[Dataset entries]
- - - - -

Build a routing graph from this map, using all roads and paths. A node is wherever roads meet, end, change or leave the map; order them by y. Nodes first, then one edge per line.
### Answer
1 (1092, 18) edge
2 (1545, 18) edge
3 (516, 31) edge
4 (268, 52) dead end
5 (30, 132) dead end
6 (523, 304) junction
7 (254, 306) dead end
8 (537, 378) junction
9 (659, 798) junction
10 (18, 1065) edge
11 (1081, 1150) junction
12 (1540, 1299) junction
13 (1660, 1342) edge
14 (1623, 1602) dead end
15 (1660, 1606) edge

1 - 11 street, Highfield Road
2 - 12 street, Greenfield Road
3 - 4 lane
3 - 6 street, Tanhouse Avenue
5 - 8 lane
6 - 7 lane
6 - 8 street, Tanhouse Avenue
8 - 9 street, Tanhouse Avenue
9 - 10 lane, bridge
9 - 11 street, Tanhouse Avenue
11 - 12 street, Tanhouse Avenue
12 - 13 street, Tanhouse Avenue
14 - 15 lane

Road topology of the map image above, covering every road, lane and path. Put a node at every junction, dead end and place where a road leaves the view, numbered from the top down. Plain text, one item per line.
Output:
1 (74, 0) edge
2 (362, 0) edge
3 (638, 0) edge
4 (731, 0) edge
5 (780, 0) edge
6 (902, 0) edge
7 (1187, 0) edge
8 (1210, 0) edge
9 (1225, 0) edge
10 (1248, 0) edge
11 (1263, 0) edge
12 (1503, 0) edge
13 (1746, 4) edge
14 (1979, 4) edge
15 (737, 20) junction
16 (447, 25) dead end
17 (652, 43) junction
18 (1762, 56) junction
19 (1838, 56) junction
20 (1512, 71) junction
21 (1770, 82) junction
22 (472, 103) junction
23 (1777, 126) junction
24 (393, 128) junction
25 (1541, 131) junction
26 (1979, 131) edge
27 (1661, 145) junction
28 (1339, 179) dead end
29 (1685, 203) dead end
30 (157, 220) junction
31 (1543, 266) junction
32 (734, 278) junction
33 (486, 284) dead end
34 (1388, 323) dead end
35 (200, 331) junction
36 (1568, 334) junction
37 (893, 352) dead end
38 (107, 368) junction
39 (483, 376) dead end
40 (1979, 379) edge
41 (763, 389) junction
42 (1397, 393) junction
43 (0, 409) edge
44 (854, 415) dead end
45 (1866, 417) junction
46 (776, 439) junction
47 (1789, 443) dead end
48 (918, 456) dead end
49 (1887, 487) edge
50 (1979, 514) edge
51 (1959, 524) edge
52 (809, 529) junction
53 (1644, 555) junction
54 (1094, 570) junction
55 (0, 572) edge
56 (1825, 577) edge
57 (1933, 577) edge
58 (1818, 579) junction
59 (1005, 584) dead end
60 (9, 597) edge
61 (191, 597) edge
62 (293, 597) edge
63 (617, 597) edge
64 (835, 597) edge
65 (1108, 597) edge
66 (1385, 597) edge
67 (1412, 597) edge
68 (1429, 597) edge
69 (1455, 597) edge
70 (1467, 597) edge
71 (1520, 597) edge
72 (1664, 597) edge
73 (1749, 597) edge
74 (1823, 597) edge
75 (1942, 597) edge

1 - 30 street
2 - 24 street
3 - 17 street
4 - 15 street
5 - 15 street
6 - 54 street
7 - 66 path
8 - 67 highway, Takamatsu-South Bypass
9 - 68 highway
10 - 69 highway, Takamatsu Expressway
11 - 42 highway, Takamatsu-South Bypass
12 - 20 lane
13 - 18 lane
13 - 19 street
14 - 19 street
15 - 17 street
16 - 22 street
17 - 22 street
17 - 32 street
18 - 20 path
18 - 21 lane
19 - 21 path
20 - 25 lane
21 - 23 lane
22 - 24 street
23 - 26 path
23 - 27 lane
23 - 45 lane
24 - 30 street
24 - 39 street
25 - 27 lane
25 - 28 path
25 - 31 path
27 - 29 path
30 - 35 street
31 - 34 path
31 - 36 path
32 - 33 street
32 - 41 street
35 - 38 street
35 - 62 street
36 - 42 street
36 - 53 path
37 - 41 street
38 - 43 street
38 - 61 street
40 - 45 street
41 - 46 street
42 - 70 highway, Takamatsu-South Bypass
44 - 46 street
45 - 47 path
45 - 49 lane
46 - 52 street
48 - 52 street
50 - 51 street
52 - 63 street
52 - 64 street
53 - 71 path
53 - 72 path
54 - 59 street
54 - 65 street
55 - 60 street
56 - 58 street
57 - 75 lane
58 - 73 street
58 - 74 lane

- - - - -

Task goal: Copy every line of the data where "Takamatsu" is found.

The completed task:
8 - 67 highway, Takamatsu-South Bypass
10 - 69 highway, Takamatsu Expressway
11 - 42 highway, Takamatsu-South Bypass
42 - 70 highway, Takamatsu-South Bypass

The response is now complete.